In the current ROS implementation, different tracking configurations can be used by defining the noise parameters of a 2D constant velocity (CV) model to predict human motion. Together with additional observation models, this is used to compensate during temporary detection losses. A gating procedure is applied using a validation region around each new predicted observation [5], based on the chosen noise parameters, to reduce the risk of assigning false positives and wrong observations. New validated detections are then associated with the correct target using a simple nearest neighbor (NN) data association algorithm or the more sophisticated and robust, but also computationally expensive, Nearest Neighbour Joint Probabilistic Data Association (NNJPDA). Detections that have been consistently found within a specific time interval, but have not been associated with any existing target, are stored and eventually used to create new tracks. For more details, please refer to [3, 4].
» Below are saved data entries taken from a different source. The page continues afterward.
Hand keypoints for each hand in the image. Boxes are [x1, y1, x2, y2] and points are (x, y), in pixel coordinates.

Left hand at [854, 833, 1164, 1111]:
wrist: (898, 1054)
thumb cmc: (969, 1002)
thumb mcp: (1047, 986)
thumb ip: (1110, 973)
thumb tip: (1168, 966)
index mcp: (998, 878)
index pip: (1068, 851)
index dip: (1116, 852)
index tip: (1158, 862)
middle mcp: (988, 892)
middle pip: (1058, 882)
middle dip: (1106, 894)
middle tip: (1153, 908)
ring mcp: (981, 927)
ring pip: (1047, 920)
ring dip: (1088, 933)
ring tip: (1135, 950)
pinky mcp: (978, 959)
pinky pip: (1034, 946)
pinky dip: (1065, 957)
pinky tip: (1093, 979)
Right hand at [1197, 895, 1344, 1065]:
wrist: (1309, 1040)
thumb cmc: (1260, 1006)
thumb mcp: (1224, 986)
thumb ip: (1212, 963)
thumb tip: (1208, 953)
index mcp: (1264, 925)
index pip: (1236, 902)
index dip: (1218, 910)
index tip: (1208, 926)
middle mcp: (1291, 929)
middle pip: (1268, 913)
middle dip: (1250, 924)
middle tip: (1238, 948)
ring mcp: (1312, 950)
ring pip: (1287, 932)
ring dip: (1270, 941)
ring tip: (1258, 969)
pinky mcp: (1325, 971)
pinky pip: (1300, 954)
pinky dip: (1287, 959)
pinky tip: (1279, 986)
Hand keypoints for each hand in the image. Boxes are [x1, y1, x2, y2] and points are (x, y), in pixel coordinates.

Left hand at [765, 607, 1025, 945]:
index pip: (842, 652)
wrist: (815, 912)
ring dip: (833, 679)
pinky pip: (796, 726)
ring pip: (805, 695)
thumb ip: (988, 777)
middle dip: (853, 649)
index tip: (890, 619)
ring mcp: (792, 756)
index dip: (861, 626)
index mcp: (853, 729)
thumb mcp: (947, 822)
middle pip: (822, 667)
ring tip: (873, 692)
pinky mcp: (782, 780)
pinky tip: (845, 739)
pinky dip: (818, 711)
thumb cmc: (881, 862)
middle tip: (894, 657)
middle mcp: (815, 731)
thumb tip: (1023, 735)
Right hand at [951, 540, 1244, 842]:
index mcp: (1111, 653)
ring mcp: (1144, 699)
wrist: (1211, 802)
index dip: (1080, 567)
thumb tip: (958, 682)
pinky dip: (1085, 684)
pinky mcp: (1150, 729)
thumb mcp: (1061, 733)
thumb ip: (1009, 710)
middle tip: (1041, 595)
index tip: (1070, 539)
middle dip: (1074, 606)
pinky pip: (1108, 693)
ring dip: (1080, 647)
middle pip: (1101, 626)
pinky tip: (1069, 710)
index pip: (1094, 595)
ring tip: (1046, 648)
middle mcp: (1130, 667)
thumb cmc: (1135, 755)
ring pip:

5 Dirt and object detection

The dirt and object detection moduleFootnote 5 follows a simple pipeline (see Fig. 5): starting with a point cloud generated by the floor-facing RGB-D sensor we split up the data into floor and obstacles by a simple plane fitting approach; the plane mask together with the RGB image provides the input for the dirt detection; dirt detection then fits a model to the prevalent floor patterns and considers every outlier as dirt. For an intuitive understanding of the dirt and object detection approaches, please refer to the example in Fig. 8. The following paragraphs describe each part in detail.

Fig. 8
figure 8

Detected rubbish (left) and object (right)

5.1 Object detection

Depending on the configuration of the cleaning equipment, it is beneficial to stop operation of the robot when objects appear in front of the robot. If there is a rotating brush operating in front of the squeegee, most of the tiny objects would just be spun away, but in case there is a rubber lip, objects could get caught in it and interfere with the cleaning operation. Since not all obstacles are caught by the relatively sparse lidar data, we see the use of the RGB-D sensor as an obvious solution in these cases.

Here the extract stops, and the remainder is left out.